Saturday, May 30, 2009

the grueling two hours
wmp: pink, whats up

it was a good fight for our lives and i nearly made it into the rescue chopper when i got swarmed by the throng of undead that floored me and i could only watch my fellow comrades get away. it was almost as if it was all in slow mo. nothing could have been more tragic. it reminded me of zombie flicks where a sorry few always have to die.

i'm glad that i was still sitting with them still at some 4am savouring the 'mongkok dim sum' along lorong eight.

i brush my teeth, maybe nauseous still, but rethinking the kill of the dreadful tank.

jorn was alive and kickin' at 4:43:00 AM  0 comments




Thursday, May 28, 2009

the last summer
the results for the exams were out. i managed a 4.0 gpa. i guess i'm slightly disappoint still though it ain't too shabby. cumulatively, it still won't do.

i've caught several films. wolverine. angels and demons. star trek. night at the museum 2. and tomorrow, terminator salvation. i stay up hours at night clicking around here, drifting, enaging random chats, bouncing off the walls of cyberspace, right until a peaceful still 4am morning. sometimes i watch tv. i ran the shit out of me the last two days and woke up this morning hurting where i had injured myself back in ns. i think its frustrating yet tragic(not being able to break the lactate threshold because a knotty ITB(?)). the sundown 10k run is still on this coming saturday night. it should be good. and i'll be heading to the beach this sunday right after church...

but on days that there is nothing much going on, i feel, marooned.
they say this is the last summer i'd be free but i think i should really get a job to get me through july...

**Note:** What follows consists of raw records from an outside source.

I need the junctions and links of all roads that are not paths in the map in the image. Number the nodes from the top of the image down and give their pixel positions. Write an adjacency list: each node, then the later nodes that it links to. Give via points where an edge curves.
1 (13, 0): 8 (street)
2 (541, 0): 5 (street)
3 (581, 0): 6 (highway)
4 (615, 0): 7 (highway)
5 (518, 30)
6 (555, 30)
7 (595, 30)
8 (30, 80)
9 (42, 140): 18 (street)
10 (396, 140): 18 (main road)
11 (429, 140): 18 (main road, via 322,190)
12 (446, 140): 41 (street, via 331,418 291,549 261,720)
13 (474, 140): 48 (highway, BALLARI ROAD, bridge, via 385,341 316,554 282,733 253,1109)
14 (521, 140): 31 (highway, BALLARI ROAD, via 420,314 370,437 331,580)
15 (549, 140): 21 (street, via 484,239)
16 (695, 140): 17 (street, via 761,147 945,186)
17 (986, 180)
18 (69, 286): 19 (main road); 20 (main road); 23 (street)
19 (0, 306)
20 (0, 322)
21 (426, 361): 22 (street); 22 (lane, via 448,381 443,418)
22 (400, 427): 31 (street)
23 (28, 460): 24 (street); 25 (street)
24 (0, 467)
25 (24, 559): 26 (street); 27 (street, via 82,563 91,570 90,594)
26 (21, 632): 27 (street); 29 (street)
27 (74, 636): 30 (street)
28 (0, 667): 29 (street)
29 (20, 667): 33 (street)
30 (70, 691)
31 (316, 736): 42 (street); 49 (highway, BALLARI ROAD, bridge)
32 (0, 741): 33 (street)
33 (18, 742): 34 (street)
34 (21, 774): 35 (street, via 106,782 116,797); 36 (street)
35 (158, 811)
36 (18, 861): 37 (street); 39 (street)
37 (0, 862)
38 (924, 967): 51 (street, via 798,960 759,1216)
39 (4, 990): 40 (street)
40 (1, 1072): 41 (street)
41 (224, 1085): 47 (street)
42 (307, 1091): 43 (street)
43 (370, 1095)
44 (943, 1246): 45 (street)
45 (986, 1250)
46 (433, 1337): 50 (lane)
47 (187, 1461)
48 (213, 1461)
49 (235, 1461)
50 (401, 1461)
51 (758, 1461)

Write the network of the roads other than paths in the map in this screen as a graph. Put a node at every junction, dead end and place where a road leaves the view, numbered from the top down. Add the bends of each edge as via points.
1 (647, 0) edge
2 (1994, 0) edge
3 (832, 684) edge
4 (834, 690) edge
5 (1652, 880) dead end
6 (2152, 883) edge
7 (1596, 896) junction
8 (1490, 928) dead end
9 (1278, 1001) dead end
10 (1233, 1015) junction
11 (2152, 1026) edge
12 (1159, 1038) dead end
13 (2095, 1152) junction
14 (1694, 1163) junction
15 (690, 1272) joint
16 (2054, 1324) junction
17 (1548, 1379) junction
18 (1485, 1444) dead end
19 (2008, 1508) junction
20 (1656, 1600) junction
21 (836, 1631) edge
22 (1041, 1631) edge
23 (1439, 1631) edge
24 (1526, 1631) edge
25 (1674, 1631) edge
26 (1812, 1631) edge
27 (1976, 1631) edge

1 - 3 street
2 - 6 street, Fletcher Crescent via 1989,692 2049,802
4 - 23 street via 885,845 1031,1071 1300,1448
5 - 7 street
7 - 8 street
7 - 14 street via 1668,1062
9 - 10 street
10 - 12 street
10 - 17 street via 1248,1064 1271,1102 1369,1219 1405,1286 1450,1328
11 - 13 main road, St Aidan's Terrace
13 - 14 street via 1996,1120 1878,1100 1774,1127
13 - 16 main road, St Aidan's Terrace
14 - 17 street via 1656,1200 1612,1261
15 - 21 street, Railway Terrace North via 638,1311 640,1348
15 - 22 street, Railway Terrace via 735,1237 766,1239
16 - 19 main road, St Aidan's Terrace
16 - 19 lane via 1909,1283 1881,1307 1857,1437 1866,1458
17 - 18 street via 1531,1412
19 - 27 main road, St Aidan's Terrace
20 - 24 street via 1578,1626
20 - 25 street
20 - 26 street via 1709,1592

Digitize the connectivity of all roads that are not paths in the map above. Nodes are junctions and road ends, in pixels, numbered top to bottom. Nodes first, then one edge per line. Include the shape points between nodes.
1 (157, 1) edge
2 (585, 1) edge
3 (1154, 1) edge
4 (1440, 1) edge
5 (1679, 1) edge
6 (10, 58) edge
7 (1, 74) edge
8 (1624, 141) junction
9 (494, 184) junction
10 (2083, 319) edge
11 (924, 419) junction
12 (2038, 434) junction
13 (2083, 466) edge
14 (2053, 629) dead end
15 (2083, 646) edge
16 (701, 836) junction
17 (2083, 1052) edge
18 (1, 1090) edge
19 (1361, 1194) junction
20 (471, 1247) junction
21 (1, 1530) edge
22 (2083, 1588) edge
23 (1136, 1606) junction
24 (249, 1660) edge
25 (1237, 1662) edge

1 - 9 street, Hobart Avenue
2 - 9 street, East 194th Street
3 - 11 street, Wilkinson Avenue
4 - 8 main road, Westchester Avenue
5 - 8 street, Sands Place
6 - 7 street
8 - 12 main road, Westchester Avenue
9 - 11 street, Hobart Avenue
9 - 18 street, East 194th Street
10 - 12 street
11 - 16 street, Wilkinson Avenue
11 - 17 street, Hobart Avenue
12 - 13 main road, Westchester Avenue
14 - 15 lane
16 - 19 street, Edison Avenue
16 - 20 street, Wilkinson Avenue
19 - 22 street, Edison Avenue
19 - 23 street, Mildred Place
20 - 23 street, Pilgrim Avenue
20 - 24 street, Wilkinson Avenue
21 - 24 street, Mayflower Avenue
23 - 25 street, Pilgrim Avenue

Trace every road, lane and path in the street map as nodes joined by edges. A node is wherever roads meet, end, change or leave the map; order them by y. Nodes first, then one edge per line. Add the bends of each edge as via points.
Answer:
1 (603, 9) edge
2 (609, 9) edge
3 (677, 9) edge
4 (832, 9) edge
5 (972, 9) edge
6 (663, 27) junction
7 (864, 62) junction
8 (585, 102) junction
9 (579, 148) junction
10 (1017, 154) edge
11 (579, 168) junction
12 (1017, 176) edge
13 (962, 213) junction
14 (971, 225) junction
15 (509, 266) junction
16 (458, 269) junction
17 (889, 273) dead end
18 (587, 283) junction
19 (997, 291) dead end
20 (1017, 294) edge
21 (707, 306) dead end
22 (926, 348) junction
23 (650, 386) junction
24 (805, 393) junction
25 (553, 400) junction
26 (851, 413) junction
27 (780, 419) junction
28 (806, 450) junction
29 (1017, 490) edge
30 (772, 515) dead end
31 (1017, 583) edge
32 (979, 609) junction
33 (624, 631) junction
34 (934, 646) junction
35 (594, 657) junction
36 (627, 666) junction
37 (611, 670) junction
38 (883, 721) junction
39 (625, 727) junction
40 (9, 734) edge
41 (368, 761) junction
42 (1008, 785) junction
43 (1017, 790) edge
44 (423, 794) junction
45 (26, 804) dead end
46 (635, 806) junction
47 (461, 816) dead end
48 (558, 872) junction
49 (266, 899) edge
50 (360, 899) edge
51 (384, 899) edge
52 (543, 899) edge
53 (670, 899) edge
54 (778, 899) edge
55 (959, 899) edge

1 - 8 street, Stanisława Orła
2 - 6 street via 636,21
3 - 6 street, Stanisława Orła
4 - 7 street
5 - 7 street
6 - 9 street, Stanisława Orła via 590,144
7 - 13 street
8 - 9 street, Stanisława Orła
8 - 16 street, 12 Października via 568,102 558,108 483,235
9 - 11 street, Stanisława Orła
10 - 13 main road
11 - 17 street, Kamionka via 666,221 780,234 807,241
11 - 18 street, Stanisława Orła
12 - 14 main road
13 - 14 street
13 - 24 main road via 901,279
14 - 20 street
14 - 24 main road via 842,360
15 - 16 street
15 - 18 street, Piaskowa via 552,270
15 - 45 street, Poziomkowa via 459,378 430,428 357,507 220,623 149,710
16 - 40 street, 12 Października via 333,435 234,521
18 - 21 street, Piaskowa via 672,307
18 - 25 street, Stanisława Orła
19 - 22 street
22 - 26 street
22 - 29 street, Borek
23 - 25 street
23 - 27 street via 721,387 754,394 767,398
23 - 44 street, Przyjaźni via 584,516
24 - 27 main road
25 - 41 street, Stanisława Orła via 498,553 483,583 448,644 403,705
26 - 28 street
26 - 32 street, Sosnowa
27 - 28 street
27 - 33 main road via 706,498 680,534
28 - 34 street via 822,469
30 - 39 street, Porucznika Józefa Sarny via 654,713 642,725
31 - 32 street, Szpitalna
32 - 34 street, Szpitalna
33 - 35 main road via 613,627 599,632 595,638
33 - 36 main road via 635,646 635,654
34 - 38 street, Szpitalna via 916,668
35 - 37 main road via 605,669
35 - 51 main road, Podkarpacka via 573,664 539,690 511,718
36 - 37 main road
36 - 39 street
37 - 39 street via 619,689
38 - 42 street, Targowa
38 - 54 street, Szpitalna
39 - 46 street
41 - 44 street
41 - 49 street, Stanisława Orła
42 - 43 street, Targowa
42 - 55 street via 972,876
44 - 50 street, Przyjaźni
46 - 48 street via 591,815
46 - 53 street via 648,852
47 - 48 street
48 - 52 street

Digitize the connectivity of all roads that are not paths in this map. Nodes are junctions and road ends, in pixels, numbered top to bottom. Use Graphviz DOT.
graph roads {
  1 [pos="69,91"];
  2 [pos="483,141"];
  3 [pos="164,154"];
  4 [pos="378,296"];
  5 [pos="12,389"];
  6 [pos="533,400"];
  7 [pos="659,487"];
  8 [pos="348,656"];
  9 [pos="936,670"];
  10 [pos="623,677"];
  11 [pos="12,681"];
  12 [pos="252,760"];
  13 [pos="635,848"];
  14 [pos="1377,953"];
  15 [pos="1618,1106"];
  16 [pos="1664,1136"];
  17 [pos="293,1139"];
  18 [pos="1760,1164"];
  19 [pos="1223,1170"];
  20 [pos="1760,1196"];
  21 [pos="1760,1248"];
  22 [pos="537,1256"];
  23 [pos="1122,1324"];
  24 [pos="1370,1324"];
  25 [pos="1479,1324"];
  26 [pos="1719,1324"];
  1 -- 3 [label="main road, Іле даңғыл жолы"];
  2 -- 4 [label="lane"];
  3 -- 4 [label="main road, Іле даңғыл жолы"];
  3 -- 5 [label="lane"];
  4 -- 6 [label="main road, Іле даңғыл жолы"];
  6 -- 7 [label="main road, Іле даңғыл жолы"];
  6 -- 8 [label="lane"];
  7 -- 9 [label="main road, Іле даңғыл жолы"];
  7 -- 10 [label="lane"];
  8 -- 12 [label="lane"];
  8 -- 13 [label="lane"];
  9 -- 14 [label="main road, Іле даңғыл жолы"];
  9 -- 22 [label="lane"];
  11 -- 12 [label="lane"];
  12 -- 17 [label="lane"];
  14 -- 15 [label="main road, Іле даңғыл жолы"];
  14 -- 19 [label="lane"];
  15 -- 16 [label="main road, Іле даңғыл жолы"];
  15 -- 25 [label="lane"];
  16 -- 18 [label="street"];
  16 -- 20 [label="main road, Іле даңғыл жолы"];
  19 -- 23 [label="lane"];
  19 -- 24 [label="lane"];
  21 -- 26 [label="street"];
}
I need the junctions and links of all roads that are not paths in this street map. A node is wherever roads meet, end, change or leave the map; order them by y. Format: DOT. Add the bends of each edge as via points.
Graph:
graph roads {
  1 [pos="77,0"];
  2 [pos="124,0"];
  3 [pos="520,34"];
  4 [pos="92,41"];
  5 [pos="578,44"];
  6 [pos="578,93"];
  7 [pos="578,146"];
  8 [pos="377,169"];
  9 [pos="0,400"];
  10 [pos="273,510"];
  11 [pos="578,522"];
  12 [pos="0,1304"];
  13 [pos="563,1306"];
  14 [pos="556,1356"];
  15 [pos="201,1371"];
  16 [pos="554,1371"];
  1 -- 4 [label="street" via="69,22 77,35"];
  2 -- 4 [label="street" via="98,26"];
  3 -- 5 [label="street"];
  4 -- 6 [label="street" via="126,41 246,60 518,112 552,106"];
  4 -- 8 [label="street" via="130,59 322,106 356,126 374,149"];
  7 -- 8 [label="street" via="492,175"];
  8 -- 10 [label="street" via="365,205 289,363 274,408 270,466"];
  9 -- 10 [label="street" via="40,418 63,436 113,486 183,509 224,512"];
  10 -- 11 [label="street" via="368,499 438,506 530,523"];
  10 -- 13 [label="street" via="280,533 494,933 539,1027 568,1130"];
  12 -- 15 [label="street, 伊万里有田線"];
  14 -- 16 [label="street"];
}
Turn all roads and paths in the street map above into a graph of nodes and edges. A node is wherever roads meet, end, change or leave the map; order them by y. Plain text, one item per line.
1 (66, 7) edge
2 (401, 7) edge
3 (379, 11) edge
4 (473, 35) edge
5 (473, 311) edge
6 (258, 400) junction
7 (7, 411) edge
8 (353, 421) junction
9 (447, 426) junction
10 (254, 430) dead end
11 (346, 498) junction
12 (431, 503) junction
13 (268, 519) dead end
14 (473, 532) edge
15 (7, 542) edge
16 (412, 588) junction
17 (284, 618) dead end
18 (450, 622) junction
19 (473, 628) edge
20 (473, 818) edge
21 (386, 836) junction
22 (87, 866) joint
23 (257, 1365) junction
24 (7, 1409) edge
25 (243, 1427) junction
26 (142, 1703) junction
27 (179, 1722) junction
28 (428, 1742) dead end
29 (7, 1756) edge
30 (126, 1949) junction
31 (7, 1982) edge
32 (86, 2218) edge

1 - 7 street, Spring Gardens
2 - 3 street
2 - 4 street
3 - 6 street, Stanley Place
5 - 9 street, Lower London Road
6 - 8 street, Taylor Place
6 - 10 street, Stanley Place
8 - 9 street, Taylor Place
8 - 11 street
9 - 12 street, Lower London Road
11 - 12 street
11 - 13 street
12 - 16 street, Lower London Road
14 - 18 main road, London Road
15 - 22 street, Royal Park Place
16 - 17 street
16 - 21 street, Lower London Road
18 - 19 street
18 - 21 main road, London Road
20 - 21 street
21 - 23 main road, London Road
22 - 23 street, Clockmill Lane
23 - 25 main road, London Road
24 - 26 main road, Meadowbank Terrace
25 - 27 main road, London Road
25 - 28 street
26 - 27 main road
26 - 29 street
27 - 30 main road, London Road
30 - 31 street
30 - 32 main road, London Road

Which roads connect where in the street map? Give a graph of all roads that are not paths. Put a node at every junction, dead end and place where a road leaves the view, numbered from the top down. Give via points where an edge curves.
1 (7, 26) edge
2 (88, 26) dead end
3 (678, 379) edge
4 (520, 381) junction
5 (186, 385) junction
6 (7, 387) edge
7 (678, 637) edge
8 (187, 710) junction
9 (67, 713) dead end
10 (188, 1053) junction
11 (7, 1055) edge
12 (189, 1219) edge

jorn was alive and kickin' at 2:12:00 AM  5 comments




Sunday, May 24, 2009

run
with the upcoming sundown 10k run this saturday i should really start running. and i will run the shit of myself tomorrow. i write this hoping that it would bind me to my words.

i've always thought the wildest thing on the mtv was the 'wild boyz' but 'nitro circus' is damn cool...

jorn was alive and kickin' at 9:45:00 PM  0 comments




Tuesday, May 19, 2009




towards the end of the day at the beach, i guess it was only then that we started to play like we really meant it. it was glorious, the victory.

i kinda miss those days where heading to the beach was something of an weekly affair. the days ahead when this vacation period is gonna be over will be as tragic as it gets... its already almost for certain.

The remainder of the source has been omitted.